I don’t know about you but with the ubiquitousness of computing, my handwriting is in the toilet. Evidently it’s not just me and it’s not just handwriting. From a C-NET story (via Slashdot), it would appear that art students have become more comfortable drawing by computer than with paper and ink. According to university art professors:
Students are more comfortable manipulating computer graphics than doodling, drafting and drawing with pen on paper, and this has created a sharp decline in drawing skills in recent years, teachers say. Additionally, tech-savvy students simply lack the initiative and persistence developed by drawing, resulting in uninspired work–at least work on paper. “I see an increasing passivity on the part of students,” says Marc Treib, a University of California, Berkeley architecture professor.
Unfortunately, it would seem that commercial interests may be partially to blame:
John Woodbridge, director of the San Francisco-based university’s School of Computer Arts-New Media, says traditional art skills are important but students aspiring to become commercial artists must be conversant with software because employers say they want artists and “production people” capable of working with an increasing number of programs.

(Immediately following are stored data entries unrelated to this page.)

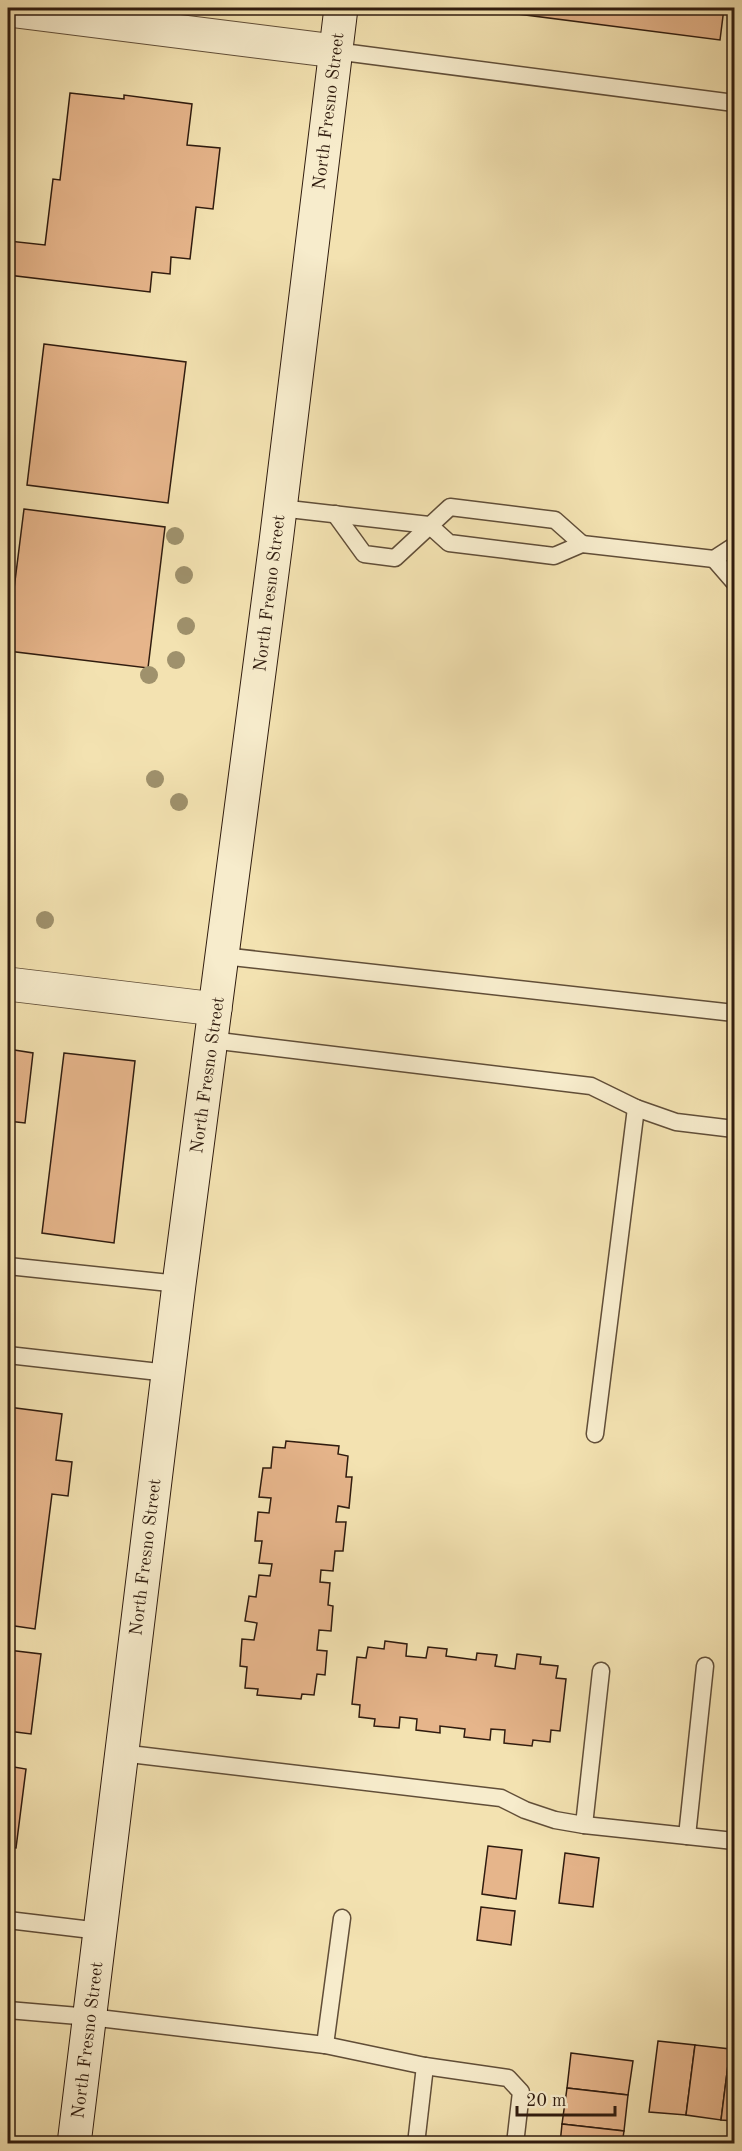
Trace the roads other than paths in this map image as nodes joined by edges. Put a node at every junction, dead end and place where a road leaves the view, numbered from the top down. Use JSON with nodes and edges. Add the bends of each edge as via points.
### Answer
{"nodes":[{"id":1,"x":341,"y":8,"type":"edge"},
{"id":2,"x":8,"y":10,"type":"edge"},
{"id":3,"x":335,"y":51,"type":"junction"},
{"id":4,"x":735,"y":104,"type":"edge"},
{"id":5,"x":280,"y":508,"type":"junction"},
{"id":6,"x":335,"y":514,"type":"junction"},
{"id":7,"x":429,"y":525,"type":"junction"},
{"id":8,"x":582,"y":544,"type":"junction"},
{"id":9,"x":735,"y":546,"type":"edge"},
{"id":10,"x":714,"y":559,"type":"junction"},
{"id":11,"x":735,"y":582,"type":"edge"},
{"id":12,"x":223,"y":956,"type":"junction"},
{"id":13,"x":8,"y":984,"type":"edge"},
{"id":14,"x":735,"y":1013,"type":"edge"},
{"id":15,"x":213,"y":1024,"type":"junction"},
{"id":16,"x":636,"y":1108,"type":"junction"},
{"id":17,"x":735,"y":1129,"type":"edge"},
{"id":18,"x":8,"y":1266,"type":"edge"},
{"id":19,"x":179,"y":1284,"type":"junction"},
{"id":20,"x":8,"y":1355,"type":"edge"},
{"id":21,"x":168,"y":1373,"type":"junction"},
{"id":22,"x":595,"y":1434,"type":"dead end"},
{"id":23,"x":705,"y":1666,"type":"dead end"},
{"id":24,"x":601,"y":1671,"type":"dead end"},
{"id":25,"x":121,"y":1753,"type":"junction"},
{"id":26,"x":584,"y":1825,"type":"junction"},
{"id":27,"x":687,"y":1836,"type":"junction"},
{"id":28,"x":735,"y":1841,"type":"edge"},
{"id":29,"x":342,"y":1918,"type":"dead end"},
{"id":30,"x":8,"y":1920,"type":"edge"},
{"id":31,"x":100,"y":1931,"type":"junction"},
{"id":32,"x":8,"y":2010,"type":"edge"},
{"id":33,"x":90,"y":2017,"type":"junction"},
{"id":34,"x":325,"y":2045,"type":"junction"},
{"id":35,"x":424,"y":2066,"type":"junction"},
{"id":36,"x":74,"y":2144,"type":"edge"},
{"id":37,"x":416,"y":2144,"type":"edge"},
{"id":38,"x":515,"y":2144,"type":"edge"}],
"edges":[{"from":1,"to":3,"type":"main road","name":"North Fresno Street"},
{"from":2,"to":3,"type":"main road"},
{"from":3,"to":4,"type":"lane"},
{"from":3,"to":5,"type":"main road","name":"North Fresno Street"},
{"from":5,"to":6,"type":"lane"},
{"from":5,"to":12,"type":"main road","name":"North Fresno Street"},
{"from":6,"to":7,"type":"lane"},
{"from":6,"to":7,"type":"lane","via":[[364,554],[395,558]]},
{"from":7,"to":8,"type":"lane","via":[[449,543],[543,555],[554,556]]},
{"from":7,"to":8,"type":"lane","via":[[450,507],[545,518],[555,520]]},
{"from":8,"to":10,"type":"lane"},
{"from":9,"to":10,"type":"lane"},
{"from":10,"to":11,"type":"lane"},
{"from":12,"to":14,"type":"lane"},
{"from":12,"to":15,"type":"main road","name":"North Fresno Street"},
{"from":13,"to":15,"type":"main road"},
{"from":15,"to":16,"type":"lane","via":[[591,1086]]},
{"from":15,"to":19,"type":"main road","name":"North Fresno Street"},
{"from":16,"to":17,"type":"lane","via":[[676,1122]]},
{"from":16,"to":22,"type":"lane"},
{"from":18,"to":19,"type":"lane"},
{"from":19,"to":21,"type":"main road","name":"North Fresno Street"},
{"from":20,"to":21,"type":"lane"},
{"from":21,"to":25,"type":"main road","name":"North Fresno Street"},
{"from":23,"to":27,"type":"lane"},
{"from":24,"to":26,"type":"lane"},
{"from":25,"to":26,"type":"lane","via":[[501,1798],[555,1820]]},
{"from":25,"to":31,"type":"main road","name":"North Fresno Street"},
{"from":26,"to":27,"type":"lane"},
{"from":27,"to":28,"type":"lane"},
{"from":29,"to":34,"type":"lane"},
{"from":30,"to":31,"type":"lane"},
{"from":31,"to":33,"type":"main road","name":"North Fresno Street"},
{"from":32,"to":33,"type":"lane"},
{"from":33,"to":34,"type":"lane"},
{"from":33,"to":36,"type":"main road","name":"North Fresno Street"},
{"from":34,"to":35,"type":"lane"},
{"from":35,"to":37,"type":"lane"},
{"from":35,"to":38,"type":"lane","via":[[508,2078],[520,2092]]}]}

This paragraph would explain why I choose to make patterns by hand:
Computer graphics allow artists to move briskly. By contrast, drawing on paper can be frustrating, forcing concentration, introspection and revision as an idea or vision takes shape. The process hones essential skills and sensitivity and personality that make artwork unique, instructors say.
Before I read this, I didn’t realize how fundamental the ongoing thought process for the duration of the work was necessary to render a quality result because it’s not just drawing. I imagine the same process would be true of designing. And it explains the necessity of solid blocks of uninterrupted time in which to do it. There’s no way to multi-task pattern making.
Back to my original point, the reduced quality of my handwriting is not relational to the issues of art students. Bad handwriting does not affect my ability to string words together -only to read them- making computing an easy substitute in most circumstances. My spouse may kindly defer from commenting.